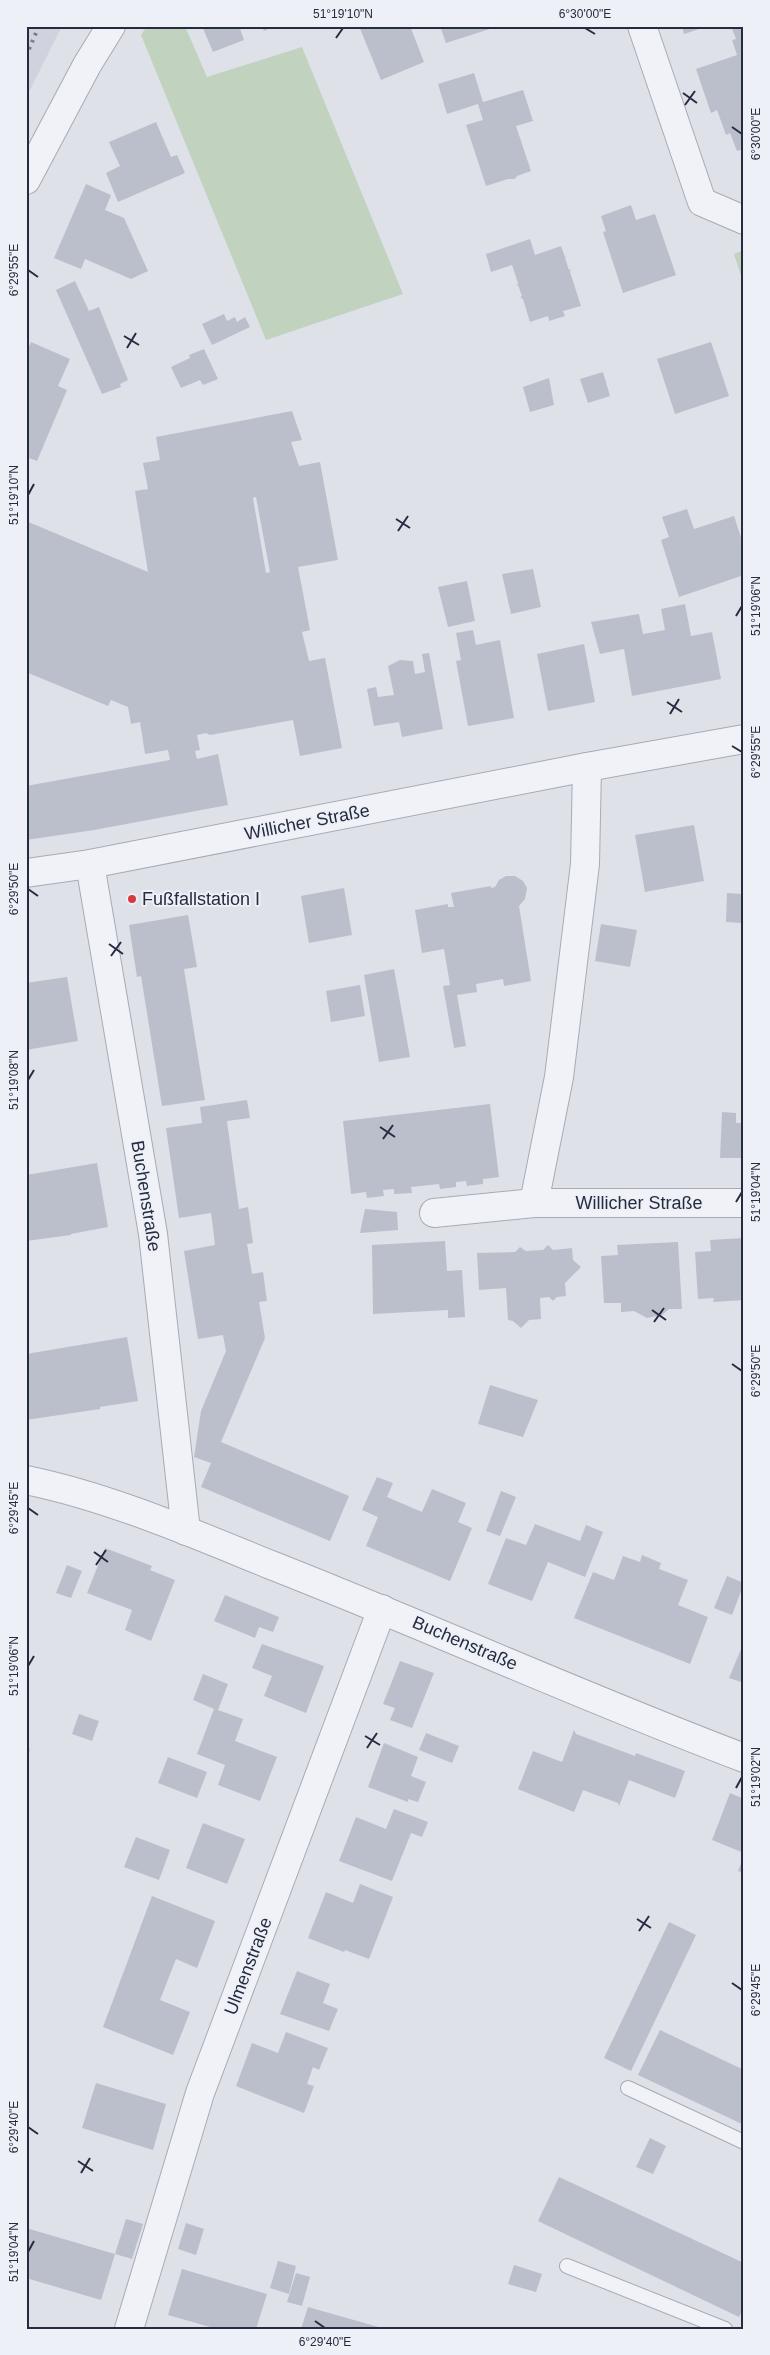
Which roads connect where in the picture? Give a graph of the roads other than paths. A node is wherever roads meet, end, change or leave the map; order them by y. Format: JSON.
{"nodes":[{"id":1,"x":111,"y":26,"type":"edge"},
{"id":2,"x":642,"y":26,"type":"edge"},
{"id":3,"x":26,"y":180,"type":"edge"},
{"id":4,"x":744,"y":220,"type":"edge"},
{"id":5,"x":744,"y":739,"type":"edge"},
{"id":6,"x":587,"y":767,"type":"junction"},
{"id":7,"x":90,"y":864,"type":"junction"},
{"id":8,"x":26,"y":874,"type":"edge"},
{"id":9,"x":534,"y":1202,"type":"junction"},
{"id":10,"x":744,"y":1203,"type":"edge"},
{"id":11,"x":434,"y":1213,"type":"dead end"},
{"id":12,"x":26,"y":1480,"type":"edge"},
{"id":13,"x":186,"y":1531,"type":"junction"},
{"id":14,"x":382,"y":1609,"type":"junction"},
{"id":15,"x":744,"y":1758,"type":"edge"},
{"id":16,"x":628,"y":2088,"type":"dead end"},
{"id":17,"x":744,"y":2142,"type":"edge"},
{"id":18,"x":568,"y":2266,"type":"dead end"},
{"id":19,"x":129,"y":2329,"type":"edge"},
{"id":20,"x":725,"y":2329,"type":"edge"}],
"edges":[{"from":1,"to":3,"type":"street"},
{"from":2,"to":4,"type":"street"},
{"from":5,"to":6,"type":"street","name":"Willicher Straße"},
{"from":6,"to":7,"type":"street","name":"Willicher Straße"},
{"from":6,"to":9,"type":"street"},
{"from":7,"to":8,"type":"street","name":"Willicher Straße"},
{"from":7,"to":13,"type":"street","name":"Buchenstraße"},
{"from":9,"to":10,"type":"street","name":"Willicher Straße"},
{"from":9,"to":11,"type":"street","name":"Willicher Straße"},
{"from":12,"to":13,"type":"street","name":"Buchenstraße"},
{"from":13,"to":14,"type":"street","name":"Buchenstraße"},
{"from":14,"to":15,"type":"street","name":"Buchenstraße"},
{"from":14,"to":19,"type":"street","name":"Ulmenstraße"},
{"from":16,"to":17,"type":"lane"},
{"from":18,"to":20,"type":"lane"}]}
● ● ● ●
ACTIVITY: Return all lines of the data in which the string "dead" appears.

RESULT FOR THIS EXERCISE:
{"id":11,"x":434,"y":1213,"type":"dead end"},
{"id":16,"x":628,"y":2088,"type":"dead end"},
{"id":18,"x":568,"y":2266,"type":"dead end"},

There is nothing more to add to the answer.